Evidence suggesting Canadians are spending less time in the kitchen is mounting, despite record cookbook sales. Canadians spend nearly $100 million on cookbooks and food-related literature every year, but sales of tools and appliances for cooking–spatulas, mixers, and cooking bowls–have dropped steadily every year over the last five years. In 2019, sales for appliances and other items normally used in private kitchens dropped by 2%. The average Canadian can now watch more than 250 hours of cooking or food related shows a week on television. Still, cooking is just a fantasy for a growing number of Canadians.
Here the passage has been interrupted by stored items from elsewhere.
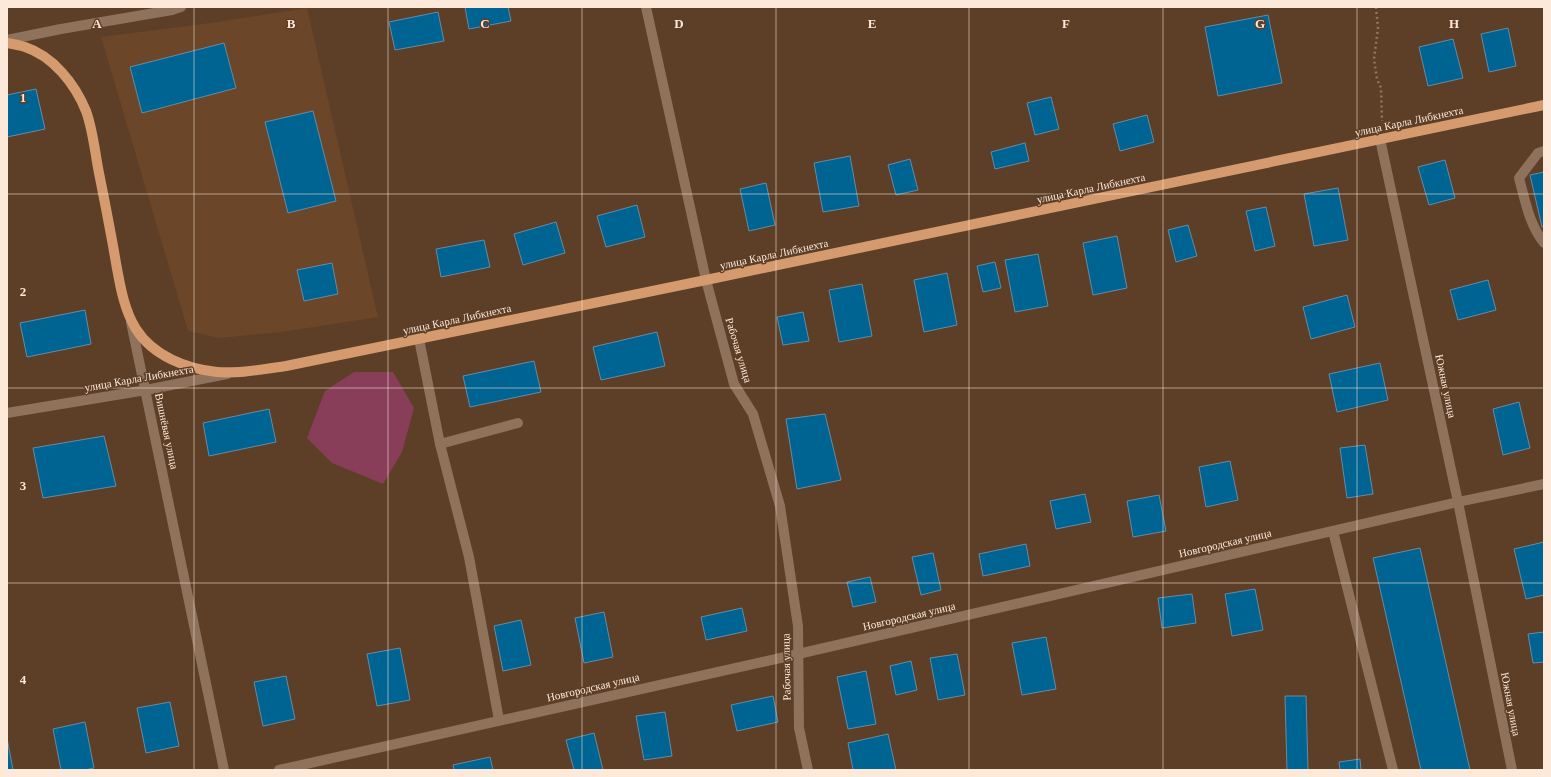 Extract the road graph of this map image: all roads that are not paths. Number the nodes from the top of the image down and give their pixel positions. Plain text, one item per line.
1 (646, 7) edge
2 (175, 8) edge
3 (7, 42) edge
4 (1544, 105) edge
5 (1380, 140) junction
6 (1544, 151) edge
7 (1544, 243) edge
8 (706, 280) junction
9 (129, 315) junction
10 (419, 339) junction
11 (235, 373) junction
12 (146, 390) junction
13 (7, 413) edge
14 (518, 423) dead end
15 (440, 444) junction
16 (1544, 484) edge
17 (1458, 502) junction
18 (1333, 531) junction
19 (798, 654) junction
20 (499, 720) junction
21 (224, 770) edge
22 (279, 770) edge
23 (808, 770) edge
24 (1393, 770) edge
25 (1512, 770) edge

1 - 8 street, Рабочая улица
2 - 3 street
3 - 9 main road, Вишнёвая улица
4 - 5 main road, улица Карла Либкнехта
5 - 8 main road, улица Карла Либкнехта
5 - 17 street, Южная улица
6 - 7 street
8 - 10 main road, улица Карла Либкнехта
8 - 19 street, Рабочая улица
9 - 11 main road
9 - 12 street, Вишнёвая улица
10 - 11 main road, улица Карла Либкнехта
10 - 15 street
11 - 12 street, улица Карла Либкнехта
12 - 13 street, улица Карла Либкнехта
12 - 21 street, Вишнёвая улица
14 - 15 street
15 - 20 street
16 - 17 street, Новгородская улица
17 - 18 street, Новгородская улица
17 - 25 street, Южная улица
18 - 19 street, Новгородская улица
18 - 24 street
19 - 20 street, Новгородская улица
19 - 23 street, Рабочая улица
20 - 22 street, Новгородская улица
Time has been unkind to kitchens. In a recent survey by Dalhousie University, for people born before 1946, 95% ate meals prepared by parents or a caregiver at home when growing up. That percentage dropped significantly over the years. Millennials were not exposed to home cooked meals as much, and neither was Generation Z. About 64% of millennials regularly ate home-cooked meals when growing up, compared to 55% for Gen Z. The COVID-19 pandemic could potentially make younger generations more familiar with a space which seems like a fable to them.

More time at home can benefit us all. In that same survey conducted by Dalhousie University, 68.4% of Canadians said they would like to spend more time preparing food at home. With the current public safety measures, many will be getting their wish.

Buying and reading a cookbook is like watching a good movie. We can place ourselves into the story and imagine we can do things we never thought possible. Some cookbooks are masterpieces. However, most cookbooks are being used as coffee table books or regifted. COVID-19 could change this.

As we are forced to spend more time at home, and with provisions safely nestled in cupboards and freezers, the opportunity to revisit our kitchens daily has never been so good. Equipped with unread cookbooks and underused kitchen tools, Canadians can now see some action in the kitchen.

We will get through this by sticking together and listening to our competent public health officials. In the meantime, let’s dust off our cookbooks and get reacquainted with the one room that can truly be considered the heart of anyone’s home: the kitchen.